[Extracted records]
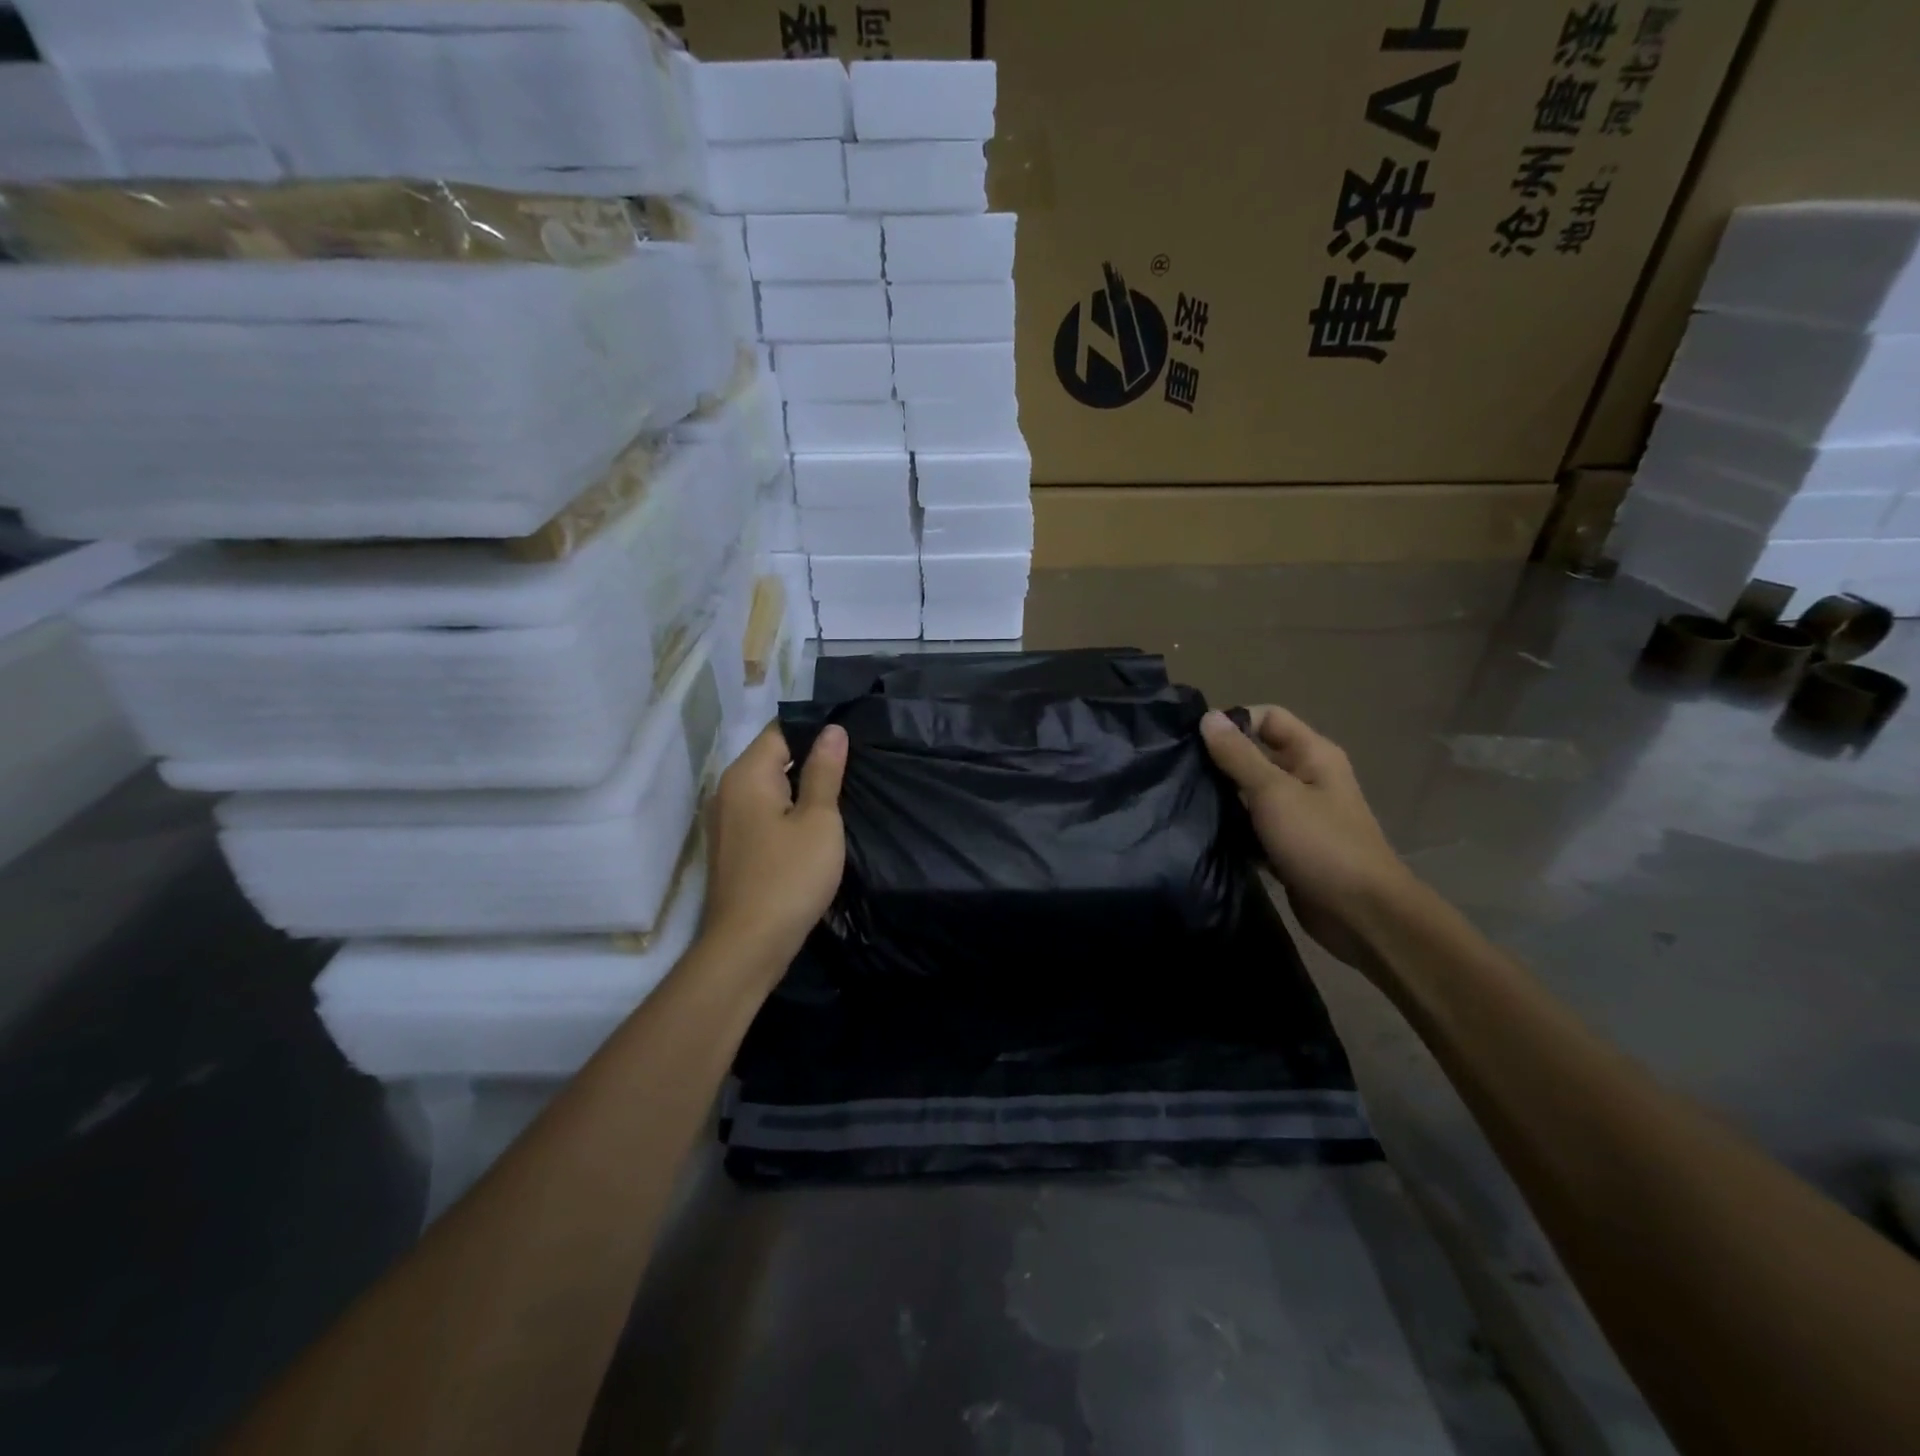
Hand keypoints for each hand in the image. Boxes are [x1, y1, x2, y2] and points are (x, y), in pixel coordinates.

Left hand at [700, 723, 847, 973]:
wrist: (748, 945)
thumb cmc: (789, 876)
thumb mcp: (818, 820)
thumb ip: (824, 772)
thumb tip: (832, 730)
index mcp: (746, 775)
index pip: (780, 731)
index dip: (816, 731)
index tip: (851, 740)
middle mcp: (727, 791)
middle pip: (772, 758)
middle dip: (810, 760)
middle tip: (854, 768)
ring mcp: (725, 821)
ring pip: (768, 789)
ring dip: (800, 789)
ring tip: (841, 795)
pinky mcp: (732, 847)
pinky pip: (762, 814)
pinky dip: (787, 813)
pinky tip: (814, 827)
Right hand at [1201, 707, 1414, 976]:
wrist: (1361, 914)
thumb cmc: (1321, 843)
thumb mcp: (1274, 792)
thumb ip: (1239, 755)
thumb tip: (1208, 716)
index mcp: (1312, 754)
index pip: (1267, 718)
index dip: (1233, 721)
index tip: (1193, 740)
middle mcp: (1307, 777)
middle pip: (1257, 755)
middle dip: (1221, 760)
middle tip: (1179, 770)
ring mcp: (1298, 814)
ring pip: (1251, 793)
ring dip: (1223, 796)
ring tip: (1183, 799)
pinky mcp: (1288, 846)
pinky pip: (1253, 827)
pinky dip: (1233, 828)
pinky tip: (1202, 832)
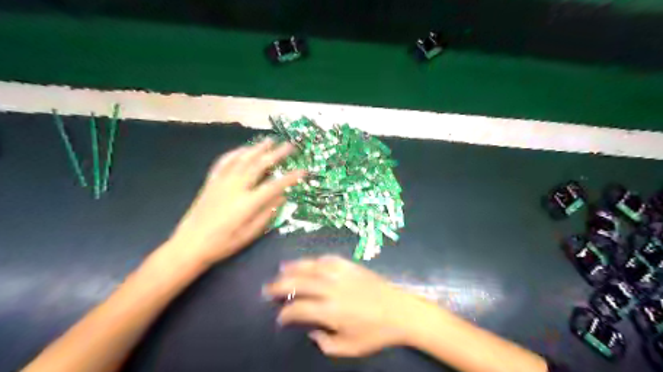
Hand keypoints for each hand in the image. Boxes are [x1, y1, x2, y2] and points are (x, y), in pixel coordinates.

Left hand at [164, 139, 303, 268]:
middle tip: (289, 146)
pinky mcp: (211, 181)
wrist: (190, 244)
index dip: (291, 177)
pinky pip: (224, 162)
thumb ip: (268, 213)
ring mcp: (222, 182)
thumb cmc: (223, 243)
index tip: (303, 170)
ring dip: (257, 148)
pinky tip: (243, 149)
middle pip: (259, 165)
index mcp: (247, 203)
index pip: (274, 185)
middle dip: (276, 154)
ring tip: (270, 140)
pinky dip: (235, 153)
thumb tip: (283, 196)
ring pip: (242, 159)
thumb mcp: (250, 234)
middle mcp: (235, 187)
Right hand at [266, 256, 435, 356]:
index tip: (280, 317)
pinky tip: (311, 262)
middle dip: (281, 285)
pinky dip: (317, 260)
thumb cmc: (376, 333)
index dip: (286, 313)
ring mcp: (342, 274)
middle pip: (300, 282)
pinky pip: (330, 259)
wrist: (400, 311)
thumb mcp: (349, 348)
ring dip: (295, 267)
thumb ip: (326, 343)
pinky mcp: (352, 266)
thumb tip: (312, 331)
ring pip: (312, 266)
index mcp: (331, 310)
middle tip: (268, 288)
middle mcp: (332, 289)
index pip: (299, 308)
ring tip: (282, 268)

Exercise aim: The records above must be repeated in full and exactly, but without any of the pictures.

Solved problem:
Hand keypoints for each hand in the image. Boxes are [x1, y1, x2, y2] and points are (x, y), in pixel coordinates.

Left hand at [700, 723, 847, 973]:
wrist: (748, 945)
thumb cmc: (789, 876)
thumb mcp: (818, 820)
thumb ip: (824, 772)
thumb tip: (832, 730)
index mcp: (746, 775)
index pip: (780, 731)
index dip: (816, 731)
index tip: (851, 740)
middle mcp: (727, 791)
middle pip: (772, 758)
middle dip: (810, 760)
middle tip: (854, 768)
ring mcp: (725, 821)
ring pip: (768, 789)
ring dip: (800, 789)
ring tip: (841, 795)
pinky mcp: (732, 847)
pinky pip: (762, 814)
pinky dip: (787, 813)
pinky tip: (814, 827)
Right hand at [1201, 707, 1414, 976]:
wrist: (1361, 914)
thumb cmc: (1321, 843)
thumb mcp: (1274, 792)
thumb ip: (1239, 755)
thumb tip: (1208, 716)
index mcp: (1312, 754)
index pip: (1267, 718)
index dip: (1233, 721)
index tip: (1193, 740)
middle mcp: (1307, 777)
middle pip: (1257, 755)
middle dip: (1221, 760)
middle tip: (1179, 770)
ring mcp: (1298, 814)
ring pip: (1251, 793)
ring dip: (1223, 796)
ring tip: (1183, 799)
pinky mcp: (1288, 846)
pinky pip: (1253, 827)
pinky dip: (1233, 828)
pinky tip: (1202, 832)
Hand keypoints for each hand in the image. Boxes are [x1, y1, x2, y2] and points are (x, y), in pixel coordinates.

Left hand at [164, 139, 303, 268]:
middle tip: (289, 146)
pinky mcp: (211, 181)
wrist: (190, 244)
index dip: (291, 177)
pinky pip: (224, 162)
thumb ip: (268, 213)
ring mcp: (222, 182)
thumb cmc: (223, 243)
index tip: (303, 170)
ring dip: (257, 148)
pinky tip: (243, 149)
middle pip: (259, 165)
index mcp: (247, 203)
index pip: (274, 185)
middle dip: (276, 154)
ring tip: (270, 140)
pinky dip: (235, 153)
thumb tip: (283, 196)
ring pip: (242, 159)
thumb mcp: (250, 234)
middle mcp: (235, 187)
Right hand at [266, 256, 435, 356]:
index tip: (280, 317)
pinky tip: (311, 262)
middle dip: (281, 285)
pinky dip: (317, 260)
thumb cmc: (376, 333)
index dip: (286, 313)
ring mcp: (342, 274)
middle pip: (300, 282)
pinky pip: (330, 259)
wrist: (400, 311)
thumb mcp: (349, 348)
ring dip: (295, 267)
thumb ip: (326, 343)
pinky mcp: (352, 266)
thumb tip: (312, 331)
ring pip: (312, 266)
index mcp: (331, 310)
middle tip: (268, 288)
middle mcp: (332, 289)
index pip: (299, 308)
ring tip: (282, 268)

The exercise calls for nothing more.